### Task to complete:
Looking at the listing below, how many lines include "Digitize"? Answer with the number only.

### Given entries:

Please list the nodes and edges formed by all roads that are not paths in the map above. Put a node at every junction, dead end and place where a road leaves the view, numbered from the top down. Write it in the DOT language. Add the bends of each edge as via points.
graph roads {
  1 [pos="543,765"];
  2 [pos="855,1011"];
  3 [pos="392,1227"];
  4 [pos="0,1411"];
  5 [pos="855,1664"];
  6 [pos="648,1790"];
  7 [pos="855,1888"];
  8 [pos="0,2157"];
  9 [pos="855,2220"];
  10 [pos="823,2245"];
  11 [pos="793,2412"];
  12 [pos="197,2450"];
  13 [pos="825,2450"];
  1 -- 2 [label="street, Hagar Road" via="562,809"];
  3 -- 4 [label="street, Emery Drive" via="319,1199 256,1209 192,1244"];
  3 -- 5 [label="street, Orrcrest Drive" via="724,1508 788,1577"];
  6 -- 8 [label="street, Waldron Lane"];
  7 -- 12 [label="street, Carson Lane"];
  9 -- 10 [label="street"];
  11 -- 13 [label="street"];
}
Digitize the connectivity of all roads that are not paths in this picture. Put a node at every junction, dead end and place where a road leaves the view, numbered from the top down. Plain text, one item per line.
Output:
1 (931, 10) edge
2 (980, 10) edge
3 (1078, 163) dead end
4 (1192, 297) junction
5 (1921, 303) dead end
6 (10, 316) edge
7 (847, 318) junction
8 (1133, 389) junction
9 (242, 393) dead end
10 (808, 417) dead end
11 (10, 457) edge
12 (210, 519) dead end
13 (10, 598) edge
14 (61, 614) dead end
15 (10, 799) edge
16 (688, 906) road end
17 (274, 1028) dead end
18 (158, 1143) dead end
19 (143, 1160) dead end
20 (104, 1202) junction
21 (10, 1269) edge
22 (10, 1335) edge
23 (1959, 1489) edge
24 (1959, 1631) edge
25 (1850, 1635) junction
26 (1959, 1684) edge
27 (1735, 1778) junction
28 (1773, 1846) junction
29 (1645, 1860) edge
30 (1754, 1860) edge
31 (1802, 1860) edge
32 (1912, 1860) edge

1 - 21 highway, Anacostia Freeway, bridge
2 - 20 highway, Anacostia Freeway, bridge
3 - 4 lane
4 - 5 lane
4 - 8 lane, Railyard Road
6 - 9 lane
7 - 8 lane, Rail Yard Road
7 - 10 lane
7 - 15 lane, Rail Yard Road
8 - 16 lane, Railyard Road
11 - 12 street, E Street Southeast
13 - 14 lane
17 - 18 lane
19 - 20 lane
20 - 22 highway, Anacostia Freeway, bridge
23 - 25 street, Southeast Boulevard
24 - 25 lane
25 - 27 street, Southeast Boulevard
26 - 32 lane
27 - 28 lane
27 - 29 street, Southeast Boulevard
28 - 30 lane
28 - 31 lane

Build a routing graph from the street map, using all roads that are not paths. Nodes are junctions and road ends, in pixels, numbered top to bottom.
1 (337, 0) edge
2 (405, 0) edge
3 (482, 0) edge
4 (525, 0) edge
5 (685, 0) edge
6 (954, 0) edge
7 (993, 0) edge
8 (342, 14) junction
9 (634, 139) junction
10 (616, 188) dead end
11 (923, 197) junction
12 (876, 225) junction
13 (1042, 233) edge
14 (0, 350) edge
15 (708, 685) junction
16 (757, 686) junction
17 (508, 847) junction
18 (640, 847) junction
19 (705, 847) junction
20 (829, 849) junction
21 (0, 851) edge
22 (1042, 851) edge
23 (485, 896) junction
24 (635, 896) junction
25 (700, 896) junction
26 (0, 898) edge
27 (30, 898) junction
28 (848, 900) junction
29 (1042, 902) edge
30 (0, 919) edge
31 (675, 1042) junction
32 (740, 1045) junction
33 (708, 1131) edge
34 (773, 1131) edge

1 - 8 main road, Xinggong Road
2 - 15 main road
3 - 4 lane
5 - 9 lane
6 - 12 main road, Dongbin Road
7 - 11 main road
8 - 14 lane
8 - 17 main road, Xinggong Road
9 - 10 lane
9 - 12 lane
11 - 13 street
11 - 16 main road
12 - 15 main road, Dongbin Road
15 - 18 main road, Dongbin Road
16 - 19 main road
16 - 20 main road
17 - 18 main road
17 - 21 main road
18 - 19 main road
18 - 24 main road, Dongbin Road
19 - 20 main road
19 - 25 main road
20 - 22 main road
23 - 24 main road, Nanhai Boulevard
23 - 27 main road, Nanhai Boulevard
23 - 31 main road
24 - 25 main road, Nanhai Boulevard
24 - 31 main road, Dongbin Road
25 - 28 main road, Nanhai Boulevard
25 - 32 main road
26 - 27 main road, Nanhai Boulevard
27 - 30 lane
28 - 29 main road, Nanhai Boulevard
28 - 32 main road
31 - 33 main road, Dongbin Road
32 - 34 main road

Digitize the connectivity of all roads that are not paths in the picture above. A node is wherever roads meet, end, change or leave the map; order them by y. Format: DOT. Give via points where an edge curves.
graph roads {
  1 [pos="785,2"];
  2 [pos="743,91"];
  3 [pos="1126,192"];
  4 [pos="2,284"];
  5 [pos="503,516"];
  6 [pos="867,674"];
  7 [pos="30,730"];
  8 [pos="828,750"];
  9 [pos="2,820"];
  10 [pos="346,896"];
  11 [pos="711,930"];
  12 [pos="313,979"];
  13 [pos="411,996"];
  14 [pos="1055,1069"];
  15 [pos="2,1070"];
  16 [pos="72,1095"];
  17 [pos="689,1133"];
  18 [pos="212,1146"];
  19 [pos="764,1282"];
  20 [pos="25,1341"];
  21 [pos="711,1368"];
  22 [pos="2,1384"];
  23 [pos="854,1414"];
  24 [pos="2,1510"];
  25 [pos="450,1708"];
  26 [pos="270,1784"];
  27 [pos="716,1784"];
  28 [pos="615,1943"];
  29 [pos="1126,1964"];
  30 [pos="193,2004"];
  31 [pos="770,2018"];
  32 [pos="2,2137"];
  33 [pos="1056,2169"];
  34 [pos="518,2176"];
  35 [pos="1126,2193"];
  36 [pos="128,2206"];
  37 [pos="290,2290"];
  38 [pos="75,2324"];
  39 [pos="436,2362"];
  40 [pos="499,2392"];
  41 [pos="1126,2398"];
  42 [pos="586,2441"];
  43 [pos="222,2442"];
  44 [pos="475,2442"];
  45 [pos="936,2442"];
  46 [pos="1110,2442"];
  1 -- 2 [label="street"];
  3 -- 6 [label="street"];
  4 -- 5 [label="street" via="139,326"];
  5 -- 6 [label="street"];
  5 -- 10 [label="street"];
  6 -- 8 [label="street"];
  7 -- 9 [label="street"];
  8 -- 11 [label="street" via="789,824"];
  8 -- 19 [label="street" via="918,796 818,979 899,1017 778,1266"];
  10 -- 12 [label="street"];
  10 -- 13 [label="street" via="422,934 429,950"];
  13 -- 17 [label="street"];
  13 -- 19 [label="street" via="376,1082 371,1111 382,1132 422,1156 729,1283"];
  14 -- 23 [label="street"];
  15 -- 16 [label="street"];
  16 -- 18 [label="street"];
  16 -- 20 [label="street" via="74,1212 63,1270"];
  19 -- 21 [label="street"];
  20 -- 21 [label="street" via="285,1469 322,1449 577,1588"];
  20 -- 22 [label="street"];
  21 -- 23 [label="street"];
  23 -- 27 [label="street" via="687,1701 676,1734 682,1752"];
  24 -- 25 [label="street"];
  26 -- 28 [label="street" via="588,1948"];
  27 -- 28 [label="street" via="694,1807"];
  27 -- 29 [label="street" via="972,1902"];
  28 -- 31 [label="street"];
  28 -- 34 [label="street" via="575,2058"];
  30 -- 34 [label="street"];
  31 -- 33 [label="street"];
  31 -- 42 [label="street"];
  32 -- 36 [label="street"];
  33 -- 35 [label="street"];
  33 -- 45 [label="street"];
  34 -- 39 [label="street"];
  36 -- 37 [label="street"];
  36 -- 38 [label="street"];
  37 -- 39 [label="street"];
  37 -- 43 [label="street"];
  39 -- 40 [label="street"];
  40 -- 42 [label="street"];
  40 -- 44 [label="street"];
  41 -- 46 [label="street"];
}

### Expected answer:
2